Discussant: Prof. Johan Dabrosin Söderholm, Dean Faculty of Medicine and Health Sciences, Linkoping University-Sweden

Moderator: Prof. Address Mauakowa Malata, Vice Chancellor, Malawi University of Science and Technology, Lumbe-Malawi

Date:  03 July 2020

Time:  14.00-16.00 East African Standard Time
RUFORUM Secretariat Contact Persons: f.otto@ruforum.org & e.adipala@secretariat.org

 

[1] Zumla, A., Ippolito, G., McCloskey, B., Bates, M., Ansumana, R., Heymann, D., Kock, R. and Ntoumi, F., 2017. Enhancing preparedness for tackling new epidemic threats.
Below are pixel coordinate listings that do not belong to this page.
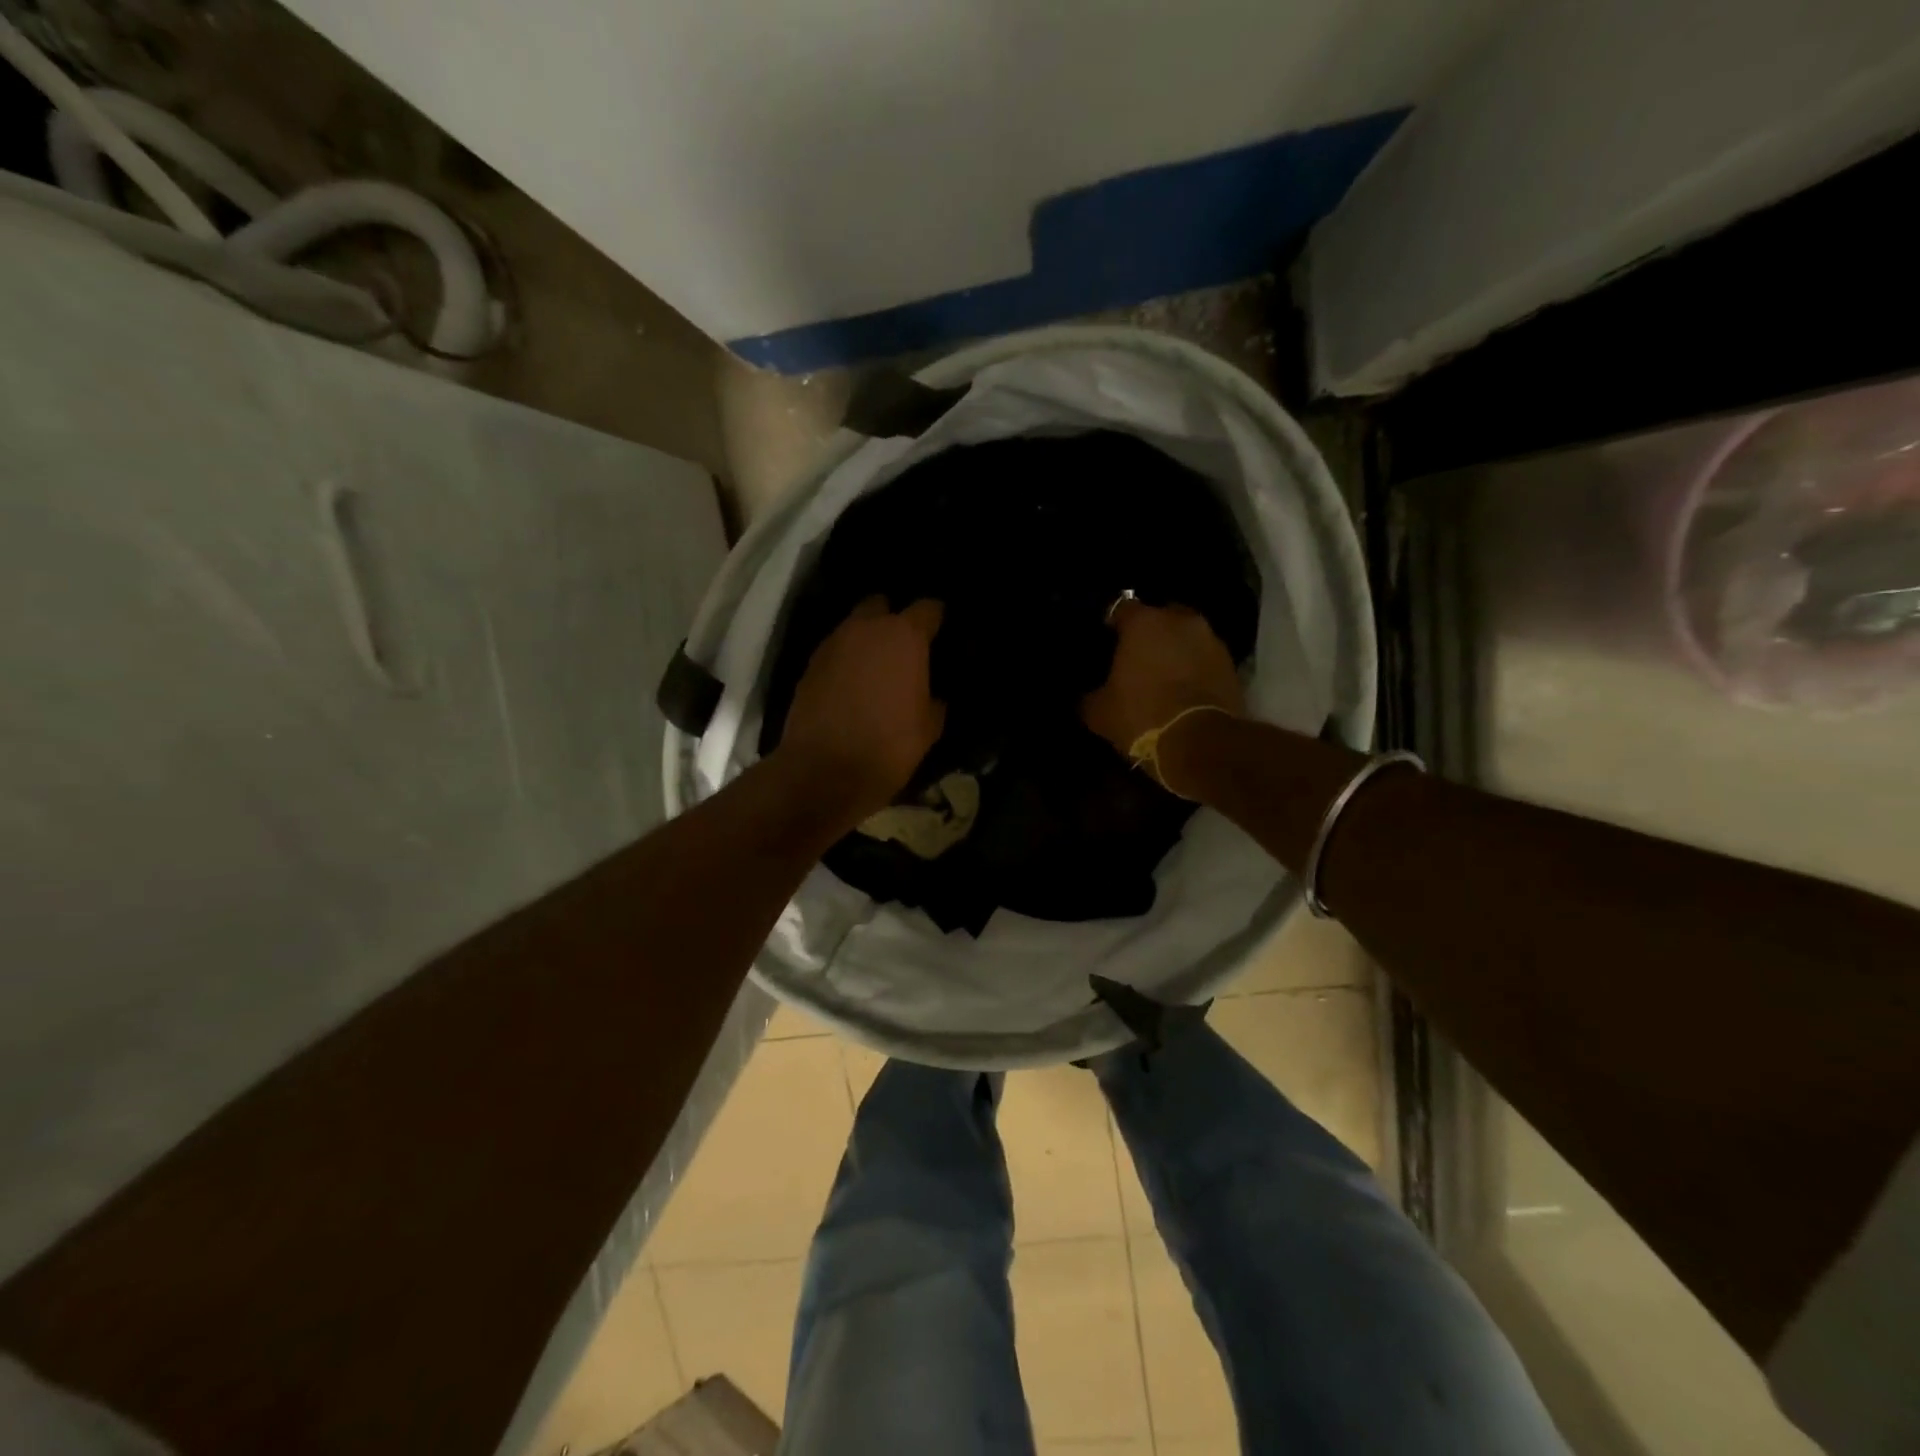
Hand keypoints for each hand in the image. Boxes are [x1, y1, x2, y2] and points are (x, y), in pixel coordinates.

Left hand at [779, 596, 945, 822]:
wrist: (823, 772)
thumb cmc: (889, 747)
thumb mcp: (929, 728)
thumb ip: (934, 701)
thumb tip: (933, 696)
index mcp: (904, 637)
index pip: (928, 608)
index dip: (936, 618)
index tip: (940, 632)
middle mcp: (866, 629)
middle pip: (881, 605)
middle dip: (892, 619)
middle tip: (903, 647)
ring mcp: (832, 644)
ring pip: (853, 627)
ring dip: (865, 640)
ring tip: (875, 667)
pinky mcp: (808, 666)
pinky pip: (834, 652)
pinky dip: (844, 661)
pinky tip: (851, 685)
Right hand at [1082, 600, 1243, 754]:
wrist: (1201, 743)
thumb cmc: (1142, 717)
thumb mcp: (1099, 713)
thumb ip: (1089, 696)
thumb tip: (1085, 697)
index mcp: (1143, 623)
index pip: (1121, 608)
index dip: (1112, 624)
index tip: (1106, 642)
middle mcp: (1180, 620)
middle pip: (1160, 617)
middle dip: (1149, 633)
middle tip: (1135, 658)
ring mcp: (1211, 640)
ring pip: (1185, 637)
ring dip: (1175, 650)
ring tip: (1162, 675)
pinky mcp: (1231, 665)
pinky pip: (1204, 658)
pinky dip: (1194, 668)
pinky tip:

The Lancet Respiratory Medicine, 5(8), pp.606-608.

[2] Gilbert, M., Pullano, G., Pinotti, F., Valdano, E., Poletto, C., Boëlle, P.Y., d'Ortenzio, E., Yazdanpanah, Y., Eholie, S.P., Altmann, M. and Gutierrez, B., 2020. Preparedness and vulnerability of African countries against importations of COVID-19: a modelling study. The Lancet, 395(10227), pp.871-877.

[3] Kapata, N., Ihekweazu, C., Ntoumi, F., Raji, T., Chanda-Kapata, P., Mwaba, P., Mukonka, V., Bates, M., Tembo, J., Corman, V. and Mfinanga, S., 2020. Is Africa prepared for tackling the COVID-19 (SARS-CoV-2) epidemic. Lessons from past outbreaks, ongoing pan-African public health efforts, and implications for the future. International Journal of Infectious Diseases, 93, pp.233-236.